Una nuova tecnica può renderla fino a 10 volte più rapida

29 dicembre, 12:46
L'analisi dei big data (fonte: Mopic / Alamy Stock Photo DTFTEM) L'analisi dei big data (fonte: Mopic / Alamy Stock Photo DTFTEM)

L'analisi dei Big Data, dai social network alla biologia, può diventare fino a 10 volte più veloce grazie al metodo sviluppato dai ricercatori della King Abdullah University of science dell'Arabia Saudita, guidati da Panagiotis Kalnis. Il sistema, presentato alla Conferenza internazionale sulle alte performance di elaborazione dati, è basato sull'uso di tecniche diverse, come quelle tipiche degli studi sociali, della bioinformatica, analisi delle immagini e strategie anti-frode.

Un nuovo metodo
Cercare schemi ricorrenti nei sistemi di rete è ormai una parte fondamentale della ricerca nei diversi campi di studio, dalla biologia ai social media. In questo caso i ricercatori si sono concentrati sulle banche dati a grafo, che non utilizzano tabelle o colonne per rappresentare e archiviare le informazioni, ma nodi e archi. ''Un grafo è una struttura di dati che modella le complesse relazioni tra oggetti. E' usato in molte applicazioni, tra cui i social network, le interazioni biologiche e internet'', precisa Kalnis. In queste applicazioni una delle operazioni più importanti è trovare gli schemi ricorrenti che mostrano come gli oggetti tendono a connettersi l'uno all'altro. 

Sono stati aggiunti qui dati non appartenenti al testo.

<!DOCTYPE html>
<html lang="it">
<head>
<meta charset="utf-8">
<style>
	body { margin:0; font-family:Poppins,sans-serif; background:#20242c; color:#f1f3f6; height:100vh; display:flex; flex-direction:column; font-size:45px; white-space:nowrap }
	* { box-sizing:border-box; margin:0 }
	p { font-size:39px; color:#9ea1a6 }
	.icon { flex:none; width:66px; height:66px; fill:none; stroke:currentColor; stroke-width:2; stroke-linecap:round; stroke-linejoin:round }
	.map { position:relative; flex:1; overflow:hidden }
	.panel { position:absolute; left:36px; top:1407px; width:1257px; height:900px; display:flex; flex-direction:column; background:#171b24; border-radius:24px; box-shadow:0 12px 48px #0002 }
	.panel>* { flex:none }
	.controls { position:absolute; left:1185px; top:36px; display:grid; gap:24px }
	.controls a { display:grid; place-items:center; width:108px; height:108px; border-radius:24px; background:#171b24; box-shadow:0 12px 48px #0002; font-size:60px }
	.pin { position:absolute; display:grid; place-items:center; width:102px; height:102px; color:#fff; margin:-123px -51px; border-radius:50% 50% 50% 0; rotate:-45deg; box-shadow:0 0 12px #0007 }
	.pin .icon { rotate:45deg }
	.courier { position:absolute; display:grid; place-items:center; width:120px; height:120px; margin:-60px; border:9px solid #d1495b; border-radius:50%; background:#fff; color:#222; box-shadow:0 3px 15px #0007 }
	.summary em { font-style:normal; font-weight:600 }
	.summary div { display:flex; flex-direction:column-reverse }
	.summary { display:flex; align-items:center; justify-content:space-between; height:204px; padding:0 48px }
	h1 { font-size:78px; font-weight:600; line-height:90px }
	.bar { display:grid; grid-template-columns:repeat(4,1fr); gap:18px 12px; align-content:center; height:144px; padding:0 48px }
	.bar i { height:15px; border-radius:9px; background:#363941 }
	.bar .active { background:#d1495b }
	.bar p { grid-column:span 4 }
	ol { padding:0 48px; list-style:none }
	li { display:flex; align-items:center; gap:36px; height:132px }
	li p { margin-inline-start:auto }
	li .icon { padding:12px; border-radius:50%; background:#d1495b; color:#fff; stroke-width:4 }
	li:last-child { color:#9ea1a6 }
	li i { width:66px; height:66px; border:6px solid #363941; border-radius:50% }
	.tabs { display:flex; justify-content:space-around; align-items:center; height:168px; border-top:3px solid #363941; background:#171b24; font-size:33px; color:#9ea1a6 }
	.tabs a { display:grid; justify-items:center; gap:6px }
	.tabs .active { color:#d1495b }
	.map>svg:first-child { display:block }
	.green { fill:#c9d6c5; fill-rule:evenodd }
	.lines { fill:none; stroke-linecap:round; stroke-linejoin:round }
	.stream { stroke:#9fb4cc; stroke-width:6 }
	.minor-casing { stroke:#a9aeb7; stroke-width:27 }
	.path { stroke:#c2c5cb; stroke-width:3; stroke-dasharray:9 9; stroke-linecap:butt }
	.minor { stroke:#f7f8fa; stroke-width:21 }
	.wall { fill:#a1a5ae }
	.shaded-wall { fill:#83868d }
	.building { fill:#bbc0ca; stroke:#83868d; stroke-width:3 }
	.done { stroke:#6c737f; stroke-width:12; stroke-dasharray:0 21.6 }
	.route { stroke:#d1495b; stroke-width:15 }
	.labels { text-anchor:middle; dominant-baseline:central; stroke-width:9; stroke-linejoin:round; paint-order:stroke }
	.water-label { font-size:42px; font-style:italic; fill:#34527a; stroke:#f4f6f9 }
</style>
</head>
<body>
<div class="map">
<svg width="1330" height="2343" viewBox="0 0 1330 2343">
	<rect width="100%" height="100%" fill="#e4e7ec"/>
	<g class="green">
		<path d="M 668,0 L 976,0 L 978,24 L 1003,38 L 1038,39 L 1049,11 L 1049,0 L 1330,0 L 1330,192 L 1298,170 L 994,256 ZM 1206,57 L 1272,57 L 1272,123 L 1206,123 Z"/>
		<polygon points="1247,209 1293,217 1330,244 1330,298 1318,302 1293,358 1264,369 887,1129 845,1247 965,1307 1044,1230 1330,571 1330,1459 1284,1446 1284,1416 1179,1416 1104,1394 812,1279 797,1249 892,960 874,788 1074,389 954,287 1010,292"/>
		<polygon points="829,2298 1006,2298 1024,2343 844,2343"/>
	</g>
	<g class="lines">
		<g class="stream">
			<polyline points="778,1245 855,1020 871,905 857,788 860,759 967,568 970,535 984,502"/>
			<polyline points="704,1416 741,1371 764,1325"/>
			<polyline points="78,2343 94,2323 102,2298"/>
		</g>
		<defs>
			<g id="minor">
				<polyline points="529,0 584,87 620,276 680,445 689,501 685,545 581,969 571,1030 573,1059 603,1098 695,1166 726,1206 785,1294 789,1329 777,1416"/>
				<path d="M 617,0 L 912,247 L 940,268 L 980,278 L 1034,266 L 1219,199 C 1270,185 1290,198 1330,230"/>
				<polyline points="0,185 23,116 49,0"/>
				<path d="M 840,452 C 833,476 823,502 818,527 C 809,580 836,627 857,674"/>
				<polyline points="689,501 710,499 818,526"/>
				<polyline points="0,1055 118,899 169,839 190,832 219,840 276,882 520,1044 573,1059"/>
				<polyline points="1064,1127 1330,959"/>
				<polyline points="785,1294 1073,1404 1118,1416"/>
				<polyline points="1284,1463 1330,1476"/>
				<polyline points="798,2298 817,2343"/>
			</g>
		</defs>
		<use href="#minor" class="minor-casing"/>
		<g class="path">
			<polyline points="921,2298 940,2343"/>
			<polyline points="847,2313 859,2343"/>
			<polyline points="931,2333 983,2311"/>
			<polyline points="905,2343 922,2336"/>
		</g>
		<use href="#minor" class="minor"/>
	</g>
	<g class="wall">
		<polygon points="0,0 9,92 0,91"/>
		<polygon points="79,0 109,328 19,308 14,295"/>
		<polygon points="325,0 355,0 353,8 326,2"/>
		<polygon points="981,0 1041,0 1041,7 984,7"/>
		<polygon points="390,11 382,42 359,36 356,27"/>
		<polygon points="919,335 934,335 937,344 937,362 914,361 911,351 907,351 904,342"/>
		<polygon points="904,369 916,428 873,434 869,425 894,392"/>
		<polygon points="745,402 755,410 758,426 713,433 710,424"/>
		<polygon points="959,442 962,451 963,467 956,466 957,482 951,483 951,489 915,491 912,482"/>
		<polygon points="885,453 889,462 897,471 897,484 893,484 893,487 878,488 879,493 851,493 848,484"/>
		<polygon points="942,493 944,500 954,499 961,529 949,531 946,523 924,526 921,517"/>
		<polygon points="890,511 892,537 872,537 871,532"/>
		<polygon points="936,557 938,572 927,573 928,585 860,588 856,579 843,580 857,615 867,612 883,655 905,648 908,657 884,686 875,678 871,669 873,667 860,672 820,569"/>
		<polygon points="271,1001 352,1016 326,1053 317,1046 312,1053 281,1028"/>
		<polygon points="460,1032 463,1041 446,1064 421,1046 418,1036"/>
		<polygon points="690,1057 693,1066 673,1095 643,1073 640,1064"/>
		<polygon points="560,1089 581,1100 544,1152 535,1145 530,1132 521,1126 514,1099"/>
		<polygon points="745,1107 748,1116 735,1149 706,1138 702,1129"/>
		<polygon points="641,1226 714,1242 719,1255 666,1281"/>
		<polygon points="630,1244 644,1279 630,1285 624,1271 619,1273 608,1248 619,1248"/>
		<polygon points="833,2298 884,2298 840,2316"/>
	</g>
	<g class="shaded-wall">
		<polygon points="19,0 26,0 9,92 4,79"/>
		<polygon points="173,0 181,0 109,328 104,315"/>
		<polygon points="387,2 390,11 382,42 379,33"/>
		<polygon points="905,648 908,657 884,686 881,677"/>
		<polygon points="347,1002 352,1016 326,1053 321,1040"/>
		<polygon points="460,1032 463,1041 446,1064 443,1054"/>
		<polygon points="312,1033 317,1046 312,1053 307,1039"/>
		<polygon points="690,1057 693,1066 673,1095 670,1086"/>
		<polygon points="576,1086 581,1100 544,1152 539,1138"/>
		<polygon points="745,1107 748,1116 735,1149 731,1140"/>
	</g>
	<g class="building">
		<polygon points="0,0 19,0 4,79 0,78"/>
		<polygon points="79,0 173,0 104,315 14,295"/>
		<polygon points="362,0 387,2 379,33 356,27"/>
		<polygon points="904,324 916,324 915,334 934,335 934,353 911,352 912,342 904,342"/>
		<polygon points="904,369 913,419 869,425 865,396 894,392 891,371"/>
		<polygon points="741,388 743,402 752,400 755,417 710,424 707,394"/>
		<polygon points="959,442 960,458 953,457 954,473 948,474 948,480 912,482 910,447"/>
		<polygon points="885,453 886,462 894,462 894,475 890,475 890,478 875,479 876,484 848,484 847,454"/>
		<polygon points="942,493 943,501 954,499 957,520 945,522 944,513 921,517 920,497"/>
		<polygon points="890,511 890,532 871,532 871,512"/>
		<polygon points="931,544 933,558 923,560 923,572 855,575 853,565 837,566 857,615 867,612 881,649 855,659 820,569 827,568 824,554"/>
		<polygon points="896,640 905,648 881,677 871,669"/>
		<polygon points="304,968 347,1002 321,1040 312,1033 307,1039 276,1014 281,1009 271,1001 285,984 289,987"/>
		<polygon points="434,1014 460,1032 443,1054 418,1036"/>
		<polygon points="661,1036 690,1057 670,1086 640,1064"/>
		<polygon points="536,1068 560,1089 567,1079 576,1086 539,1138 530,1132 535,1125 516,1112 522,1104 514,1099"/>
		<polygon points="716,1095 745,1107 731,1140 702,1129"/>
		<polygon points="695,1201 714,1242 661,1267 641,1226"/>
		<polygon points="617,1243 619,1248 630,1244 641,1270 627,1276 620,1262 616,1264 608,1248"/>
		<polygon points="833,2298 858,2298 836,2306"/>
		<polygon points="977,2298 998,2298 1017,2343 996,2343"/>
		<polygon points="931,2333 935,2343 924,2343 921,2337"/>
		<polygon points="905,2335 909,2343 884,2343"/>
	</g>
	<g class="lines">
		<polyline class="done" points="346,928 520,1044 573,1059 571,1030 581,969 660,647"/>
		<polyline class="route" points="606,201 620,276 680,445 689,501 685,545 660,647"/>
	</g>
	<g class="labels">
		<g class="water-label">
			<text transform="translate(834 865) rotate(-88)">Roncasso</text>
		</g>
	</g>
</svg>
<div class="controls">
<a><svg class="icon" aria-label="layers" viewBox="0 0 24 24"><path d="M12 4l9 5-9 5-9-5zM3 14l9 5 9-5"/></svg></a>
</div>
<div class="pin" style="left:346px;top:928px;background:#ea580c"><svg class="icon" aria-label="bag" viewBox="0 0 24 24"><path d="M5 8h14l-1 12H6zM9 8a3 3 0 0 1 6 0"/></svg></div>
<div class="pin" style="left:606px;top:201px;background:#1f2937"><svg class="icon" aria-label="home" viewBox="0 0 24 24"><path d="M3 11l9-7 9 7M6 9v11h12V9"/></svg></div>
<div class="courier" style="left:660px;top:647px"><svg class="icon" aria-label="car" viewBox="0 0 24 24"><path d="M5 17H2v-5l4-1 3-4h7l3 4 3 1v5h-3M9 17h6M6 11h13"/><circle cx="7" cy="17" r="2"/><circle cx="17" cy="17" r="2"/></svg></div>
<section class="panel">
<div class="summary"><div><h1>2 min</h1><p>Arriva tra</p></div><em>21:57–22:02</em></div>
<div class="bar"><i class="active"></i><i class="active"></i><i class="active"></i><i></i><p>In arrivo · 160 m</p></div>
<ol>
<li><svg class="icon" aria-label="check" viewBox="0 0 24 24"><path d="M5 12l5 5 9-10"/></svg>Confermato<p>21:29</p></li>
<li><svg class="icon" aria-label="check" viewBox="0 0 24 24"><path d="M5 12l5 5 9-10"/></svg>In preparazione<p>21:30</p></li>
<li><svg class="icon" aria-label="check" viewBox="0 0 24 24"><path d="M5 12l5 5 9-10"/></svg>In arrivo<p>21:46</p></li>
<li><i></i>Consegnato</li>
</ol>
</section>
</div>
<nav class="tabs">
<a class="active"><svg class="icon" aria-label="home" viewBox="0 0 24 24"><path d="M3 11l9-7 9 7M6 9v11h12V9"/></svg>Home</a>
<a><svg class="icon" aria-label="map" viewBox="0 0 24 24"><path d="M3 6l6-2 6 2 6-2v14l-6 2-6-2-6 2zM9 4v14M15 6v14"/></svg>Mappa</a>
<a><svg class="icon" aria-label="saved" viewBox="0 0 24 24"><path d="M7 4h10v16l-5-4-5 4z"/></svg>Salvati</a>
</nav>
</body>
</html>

Sviluppato un sistema fino a 10 volte più veloce
Il processo su cui hanno lavorato i ricercatori è, chiamato frequent subgraph mining (FSM), ''consiste nel cercare le forme più frequenti di grafo, cioè dei sottoinsiemi che si somigliano'', spiega all'ANSA Walter Quattrociocchi, direttore del laboratorio di sociologia computazionale dell'Istituto Imt Alti Studi di Lucca. I grafi possono contenere centinaia di migliaia di dati e miliardi di legami. Il che significa che per trovare degli schemi ricorrenti possono servire molte risorse. ''La tecnica è già stata utilizzata nel 2013, ora è stata migliorata e ottimizzata, abbassando i tempi di analisi dei dati fino ad una certa soglia'', aggiunge Quattrociocchi. ''Abbiamo migliorato l'algoritmo, per avere un'analisi più profonda su più dati'', continua Kalnis, sviluppando un sistema chiamato ScaleMine, che consente di fare l'analisi fino a 10 volte più veloce rispetto ai metodi attuali.